TASK REQUIREMENTS
Look for the line with "middle pip: (607, 286)" in the data below, then reproduce word for word that line and every line after it. Leave out all pictures and add nothing.

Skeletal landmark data

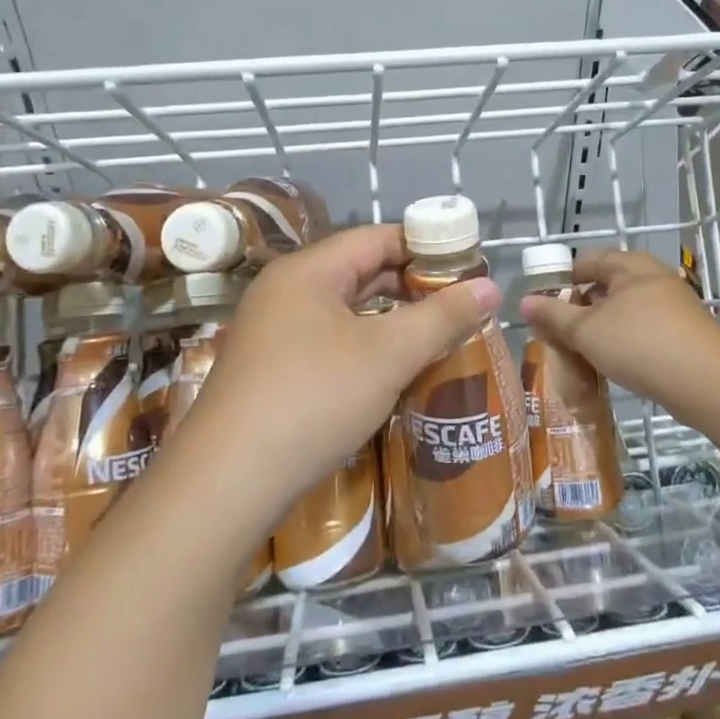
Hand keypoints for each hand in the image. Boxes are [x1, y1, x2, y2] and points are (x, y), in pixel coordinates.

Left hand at [178, 224, 498, 523]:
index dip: (426, 247)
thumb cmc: (315, 398)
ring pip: (343, 311)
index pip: (378, 237)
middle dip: (411, 286)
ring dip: (389, 320)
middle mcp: (285, 291)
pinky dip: (363, 347)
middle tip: (459, 304)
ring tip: (435, 336)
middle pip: (359, 271)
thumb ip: (442, 316)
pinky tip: (390, 371)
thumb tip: (491, 287)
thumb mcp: (389, 354)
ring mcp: (272, 331)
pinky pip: (327, 341)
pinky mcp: (269, 369)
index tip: (467, 266)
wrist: (228, 480)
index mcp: (308, 270)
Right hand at [520, 249, 719, 423]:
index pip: (587, 262)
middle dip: (581, 308)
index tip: (542, 307)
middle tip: (559, 333)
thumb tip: (524, 301)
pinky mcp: (687, 333)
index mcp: (630, 266)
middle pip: (607, 286)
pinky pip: (645, 330)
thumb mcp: (587, 331)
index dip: (562, 281)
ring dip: (603, 328)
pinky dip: (626, 342)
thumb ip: (554, 316)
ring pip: (626, 311)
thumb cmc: (641, 345)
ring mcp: (675, 305)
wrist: (710, 383)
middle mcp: (654, 277)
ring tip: (583, 352)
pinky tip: (616, 365)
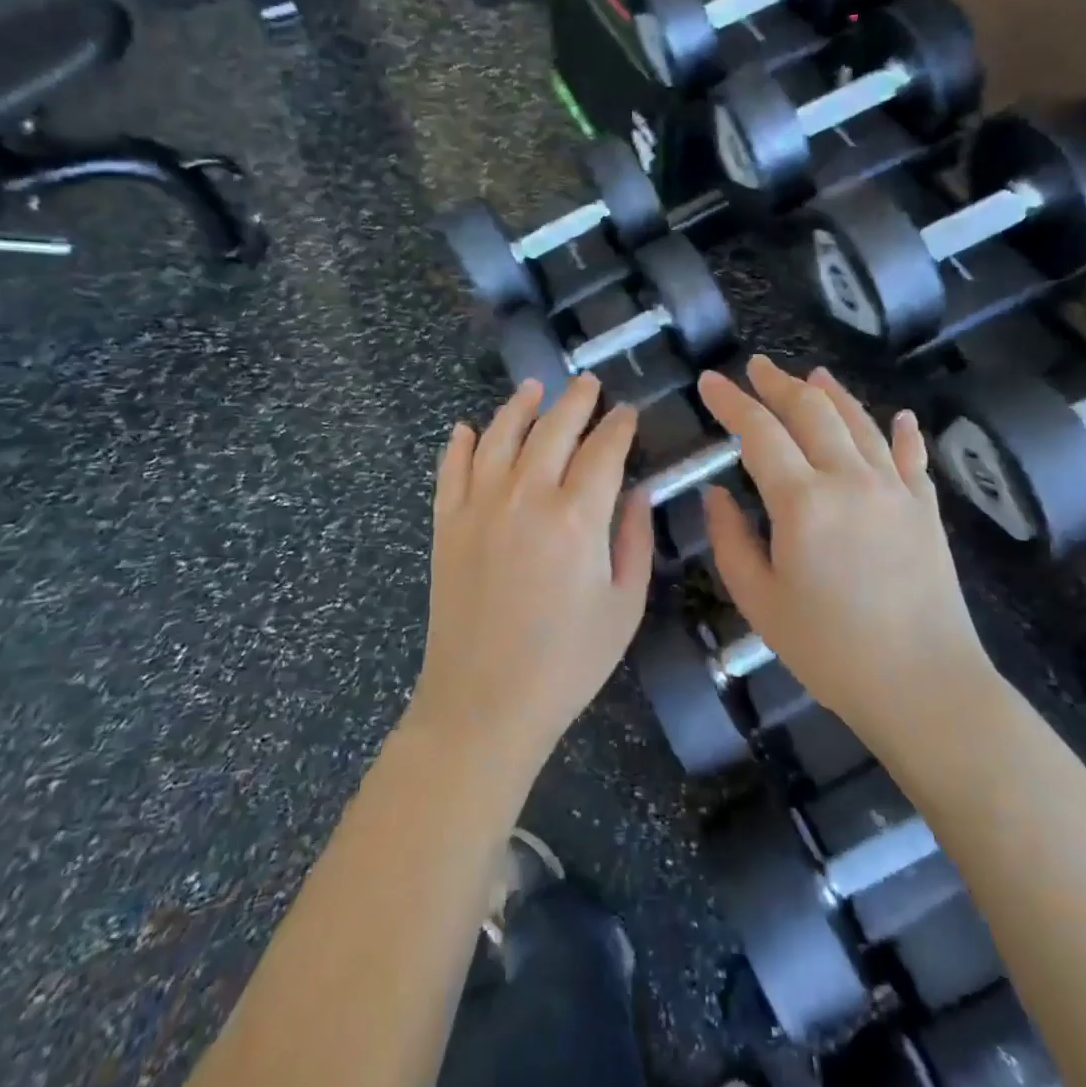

TASK SOLUTION
middle pip: (607, 286)
pinky pip: (645, 330)
thumb mcp: (587, 331)
index dip: (562, 281)
ring dip: (603, 328)
pinky dip: (626, 342)
thumb ip: (554, 316)
ring pip: (626, 311)
thumb cmc: (641, 345)
ring mcp: (675, 305)
wrist: (710, 383)
middle mcp: (654, 277)
ring tip: (583, 352)
pinky tip: (616, 365)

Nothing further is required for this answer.